[Items from a dataset]
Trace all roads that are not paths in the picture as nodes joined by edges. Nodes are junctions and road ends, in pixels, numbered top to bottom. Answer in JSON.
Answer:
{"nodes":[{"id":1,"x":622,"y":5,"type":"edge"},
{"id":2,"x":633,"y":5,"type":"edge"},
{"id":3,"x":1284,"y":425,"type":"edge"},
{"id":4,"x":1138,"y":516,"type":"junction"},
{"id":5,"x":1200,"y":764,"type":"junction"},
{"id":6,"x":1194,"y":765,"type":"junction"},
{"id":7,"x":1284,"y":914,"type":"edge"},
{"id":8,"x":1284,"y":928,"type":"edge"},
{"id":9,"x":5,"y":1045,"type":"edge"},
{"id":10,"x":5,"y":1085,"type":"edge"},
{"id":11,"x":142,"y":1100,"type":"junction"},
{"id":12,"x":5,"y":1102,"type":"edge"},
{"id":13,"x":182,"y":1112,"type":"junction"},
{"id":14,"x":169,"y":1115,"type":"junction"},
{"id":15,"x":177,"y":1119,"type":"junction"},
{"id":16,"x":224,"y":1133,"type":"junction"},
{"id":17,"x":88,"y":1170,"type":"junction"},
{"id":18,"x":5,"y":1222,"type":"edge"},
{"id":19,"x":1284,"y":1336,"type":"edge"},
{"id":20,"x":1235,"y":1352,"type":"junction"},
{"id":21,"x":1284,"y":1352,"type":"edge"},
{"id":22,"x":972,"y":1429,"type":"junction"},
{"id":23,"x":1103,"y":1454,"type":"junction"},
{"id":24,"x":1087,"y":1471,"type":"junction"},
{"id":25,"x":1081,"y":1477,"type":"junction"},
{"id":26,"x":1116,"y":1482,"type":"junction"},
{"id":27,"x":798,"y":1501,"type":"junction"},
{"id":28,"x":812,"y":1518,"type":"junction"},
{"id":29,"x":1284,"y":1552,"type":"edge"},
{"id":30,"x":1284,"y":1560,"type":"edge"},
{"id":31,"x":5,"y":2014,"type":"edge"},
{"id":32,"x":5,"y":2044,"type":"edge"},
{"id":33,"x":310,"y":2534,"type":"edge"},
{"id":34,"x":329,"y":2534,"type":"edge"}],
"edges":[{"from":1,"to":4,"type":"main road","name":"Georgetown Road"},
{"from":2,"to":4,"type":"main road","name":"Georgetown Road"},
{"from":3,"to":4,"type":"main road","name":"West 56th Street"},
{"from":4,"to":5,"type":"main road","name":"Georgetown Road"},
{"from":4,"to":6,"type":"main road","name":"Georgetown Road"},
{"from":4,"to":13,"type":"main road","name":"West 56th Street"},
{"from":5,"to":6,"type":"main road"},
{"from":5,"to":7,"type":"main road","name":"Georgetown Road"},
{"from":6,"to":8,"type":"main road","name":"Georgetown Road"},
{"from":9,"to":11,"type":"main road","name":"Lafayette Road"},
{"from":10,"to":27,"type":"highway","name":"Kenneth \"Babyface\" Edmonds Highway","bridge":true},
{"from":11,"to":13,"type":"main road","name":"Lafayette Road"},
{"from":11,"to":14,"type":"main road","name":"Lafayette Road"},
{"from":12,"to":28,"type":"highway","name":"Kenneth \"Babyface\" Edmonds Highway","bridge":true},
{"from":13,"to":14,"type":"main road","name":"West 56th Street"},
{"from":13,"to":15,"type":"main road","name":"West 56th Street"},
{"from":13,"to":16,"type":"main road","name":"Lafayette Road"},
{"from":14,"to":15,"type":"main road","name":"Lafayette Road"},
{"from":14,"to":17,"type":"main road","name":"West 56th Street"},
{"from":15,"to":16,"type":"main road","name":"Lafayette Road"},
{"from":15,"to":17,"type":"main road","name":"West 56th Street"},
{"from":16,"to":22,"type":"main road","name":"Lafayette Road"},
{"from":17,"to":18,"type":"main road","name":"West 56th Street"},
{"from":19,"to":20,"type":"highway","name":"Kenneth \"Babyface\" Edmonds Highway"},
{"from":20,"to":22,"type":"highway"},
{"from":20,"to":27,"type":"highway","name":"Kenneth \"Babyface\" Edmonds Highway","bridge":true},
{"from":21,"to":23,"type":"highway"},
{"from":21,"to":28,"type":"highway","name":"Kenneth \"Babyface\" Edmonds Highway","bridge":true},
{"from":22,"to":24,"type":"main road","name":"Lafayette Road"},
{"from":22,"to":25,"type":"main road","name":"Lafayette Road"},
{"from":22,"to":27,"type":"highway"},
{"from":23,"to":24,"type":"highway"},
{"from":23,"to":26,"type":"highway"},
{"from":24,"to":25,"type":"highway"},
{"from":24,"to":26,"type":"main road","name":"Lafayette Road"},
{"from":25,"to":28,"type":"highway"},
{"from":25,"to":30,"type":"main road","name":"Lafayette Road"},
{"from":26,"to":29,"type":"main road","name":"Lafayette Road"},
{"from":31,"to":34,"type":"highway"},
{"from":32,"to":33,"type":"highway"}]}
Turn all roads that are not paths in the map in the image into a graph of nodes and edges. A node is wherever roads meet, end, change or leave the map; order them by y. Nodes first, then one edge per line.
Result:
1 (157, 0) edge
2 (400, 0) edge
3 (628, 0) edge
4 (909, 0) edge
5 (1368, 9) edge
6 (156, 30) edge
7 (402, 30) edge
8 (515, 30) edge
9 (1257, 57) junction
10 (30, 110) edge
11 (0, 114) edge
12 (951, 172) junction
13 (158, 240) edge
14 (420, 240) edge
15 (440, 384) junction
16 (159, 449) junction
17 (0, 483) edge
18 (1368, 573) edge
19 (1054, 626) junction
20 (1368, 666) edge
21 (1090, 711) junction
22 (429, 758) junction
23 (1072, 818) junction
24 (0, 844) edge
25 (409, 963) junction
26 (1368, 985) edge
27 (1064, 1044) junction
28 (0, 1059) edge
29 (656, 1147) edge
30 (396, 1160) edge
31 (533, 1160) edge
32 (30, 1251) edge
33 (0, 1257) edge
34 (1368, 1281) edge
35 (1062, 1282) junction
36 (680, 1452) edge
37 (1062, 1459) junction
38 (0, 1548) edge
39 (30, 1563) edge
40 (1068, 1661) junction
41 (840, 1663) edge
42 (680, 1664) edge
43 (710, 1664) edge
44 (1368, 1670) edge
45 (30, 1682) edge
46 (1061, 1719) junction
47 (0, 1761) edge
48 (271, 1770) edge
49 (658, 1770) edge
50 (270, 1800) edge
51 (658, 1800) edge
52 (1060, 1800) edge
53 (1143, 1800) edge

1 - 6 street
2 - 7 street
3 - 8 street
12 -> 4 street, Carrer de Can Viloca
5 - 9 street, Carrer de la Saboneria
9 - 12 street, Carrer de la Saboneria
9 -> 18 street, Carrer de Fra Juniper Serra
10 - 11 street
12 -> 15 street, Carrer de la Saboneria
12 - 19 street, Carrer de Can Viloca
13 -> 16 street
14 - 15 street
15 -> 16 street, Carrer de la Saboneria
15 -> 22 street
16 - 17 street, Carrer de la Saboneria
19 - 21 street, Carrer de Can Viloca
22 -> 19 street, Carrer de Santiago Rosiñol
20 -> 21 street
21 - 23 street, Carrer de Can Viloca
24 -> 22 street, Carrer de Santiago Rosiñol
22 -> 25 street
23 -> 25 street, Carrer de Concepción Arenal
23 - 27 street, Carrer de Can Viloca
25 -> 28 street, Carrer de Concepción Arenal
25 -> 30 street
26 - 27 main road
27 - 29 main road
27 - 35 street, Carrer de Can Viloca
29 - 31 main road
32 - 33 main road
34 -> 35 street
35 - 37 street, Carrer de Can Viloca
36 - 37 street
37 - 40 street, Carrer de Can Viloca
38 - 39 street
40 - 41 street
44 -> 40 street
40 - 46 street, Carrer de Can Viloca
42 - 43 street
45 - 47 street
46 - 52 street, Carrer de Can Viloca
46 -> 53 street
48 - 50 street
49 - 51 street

(Problem to solve) Pull every line containing the word "Arenal" out of the entries above.

(Finished exercise)
23 -> 25 street, Carrer de Concepción Arenal
25 -> 28 street, Carrer de Concepción Arenal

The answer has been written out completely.